### BRIEF
For this task, retype the records below exactly.

[Start of Attachment]

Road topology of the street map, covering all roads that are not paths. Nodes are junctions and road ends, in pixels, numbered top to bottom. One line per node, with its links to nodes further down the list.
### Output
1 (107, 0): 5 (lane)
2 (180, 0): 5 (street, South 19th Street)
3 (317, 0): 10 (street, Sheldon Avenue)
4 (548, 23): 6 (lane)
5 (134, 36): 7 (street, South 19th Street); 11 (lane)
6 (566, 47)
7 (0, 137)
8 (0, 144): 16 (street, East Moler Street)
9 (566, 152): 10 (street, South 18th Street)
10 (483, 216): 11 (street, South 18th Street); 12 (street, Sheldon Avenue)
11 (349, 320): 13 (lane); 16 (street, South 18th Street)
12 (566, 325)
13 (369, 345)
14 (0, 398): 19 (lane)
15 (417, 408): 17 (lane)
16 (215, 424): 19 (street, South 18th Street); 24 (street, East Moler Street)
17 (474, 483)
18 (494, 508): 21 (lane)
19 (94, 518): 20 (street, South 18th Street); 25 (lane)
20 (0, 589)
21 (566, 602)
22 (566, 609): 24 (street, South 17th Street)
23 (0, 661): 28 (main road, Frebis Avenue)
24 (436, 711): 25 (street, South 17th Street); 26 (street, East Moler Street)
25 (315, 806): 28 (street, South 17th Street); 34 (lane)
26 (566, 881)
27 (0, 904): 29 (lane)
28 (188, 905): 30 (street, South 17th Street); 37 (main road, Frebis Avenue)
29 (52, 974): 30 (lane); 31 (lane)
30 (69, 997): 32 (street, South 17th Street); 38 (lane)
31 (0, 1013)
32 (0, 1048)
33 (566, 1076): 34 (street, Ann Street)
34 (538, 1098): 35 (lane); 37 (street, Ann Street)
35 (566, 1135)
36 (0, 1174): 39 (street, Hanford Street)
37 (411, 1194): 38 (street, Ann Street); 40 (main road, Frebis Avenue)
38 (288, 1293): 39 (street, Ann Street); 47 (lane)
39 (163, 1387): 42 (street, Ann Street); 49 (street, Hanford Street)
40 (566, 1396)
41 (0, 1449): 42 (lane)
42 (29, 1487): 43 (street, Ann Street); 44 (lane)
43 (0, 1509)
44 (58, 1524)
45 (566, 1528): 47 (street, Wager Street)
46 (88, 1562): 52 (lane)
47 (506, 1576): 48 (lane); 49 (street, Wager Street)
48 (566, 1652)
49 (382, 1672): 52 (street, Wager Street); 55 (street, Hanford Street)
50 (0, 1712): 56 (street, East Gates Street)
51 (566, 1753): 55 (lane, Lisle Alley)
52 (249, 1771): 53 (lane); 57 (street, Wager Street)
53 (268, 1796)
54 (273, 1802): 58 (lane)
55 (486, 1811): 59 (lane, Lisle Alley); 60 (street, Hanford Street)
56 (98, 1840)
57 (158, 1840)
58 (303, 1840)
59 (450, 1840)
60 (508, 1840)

[End of Attachment]

### TASK ANSWER
Road topology of the street map, covering all roads that are not paths. Nodes are junctions and road ends, in pixels, numbered top to bottom. One line per node, with its links to nodes further down the list.
### Output
1 (107, 0): 5 (lane)
2 (180, 0): 5 (street, South 19th Street)
3 (317, 0): 10 (street, Sheldon Avenue)
4 (548, 23): 6 (lane)
5 (134, 36): 7 (street, South 19th Street); 11 (lane)
6 (566, 47)
7 (0, 137)
8 (0, 144): 16 (street, East Moler Street)
9 (566, 152): 10 (street, South 18th Street)
10 (483, 216): 11 (street, South 18th Street); 12 (street, Sheldon Avenue)
11 (349, 320): 13 (lane); 16 (street, South 18th Street)
12 (566, 325)
13 (369, 345)
14 (0, 398): 19 (lane)
15 (417, 408): 17 (lane)
16 (215, 424): 19 (street, South 18th Street); 24 (street, East Moler Street)
17 (474, 483)
18 (494, 508): 21 (lane)
19 (94, 518): 20 (street, South 18th Street); 25 (lane)
20 (0, 589)
21 (566, 602)
22 (566, 609): 24 (street, South 17th Street)
23 (0, 661): 28 (main road, Frebis Avenue)
24 (436, 711): 25 (street, South 17th Street); 26 (street, East Moler Street)
25 (315, 806): 28 (street, South 17th Street); 34 (lane)
26 (566, 881)
27 (0, 904): 29 (lane)
28 (188, 905): 30 (street, South 17th Street); 37 (main road, Frebis Avenue)
29 (52, 974): 30 (lane); 31 (lane)
30 (69, 997): 32 (street, South 17th Street); 38 (lane)
31 (0, 1013)
32 (0, 1048)
33 (566, 1076): 34 (street, Ann Street)
34 (538, 1098): 35 (lane); 37 (street, Ann Street)
35 (566, 1135)
36 (0, 1174): 39 (street, Hanford Street)
37 (411, 1194): 38 (street, Ann Street); 40 (main road, Frebis Avenue)
38 (288, 1293): 39 (street, Ann Street); 47 (lane)
39 (163, 1387): 42 (street, Ann Street); 49 (street, Hanford Street)
40 (566, 1396)
41 (0, 1449): 42 (lane)
42 (29, 1487): 43 (street, Ann Street); 44 (lane)
43 (0, 1509)
44 (58, 1524)
45 (566, 1528): 47 (street, Wager Street)
46 (88, 1562): 52 (lane)
47 (506, 1576): 48 (lane); 49 (street, Wager Street)
48 (566, 1652)
49 (382, 1672): 52 (street, Wager Street); 55 (street, Hanford Street)
50 (0, 1712): 56 (street, East Gates Street)
51 (566, 1753): 55 (lane, Lisle Alley)
52 (249, 1771): 53 (lane); 57 (street, Wager Street)
53 (268, 1796)
54 (273, 1802): 58 (lane)
55 (486, 1811): 59 (lane, Lisle Alley); 60 (street, Hanford Street)
56 (98, 1840)
57 (158, 1840)
58 (303, 1840)
59 (450, 1840)
60 (508, 1840)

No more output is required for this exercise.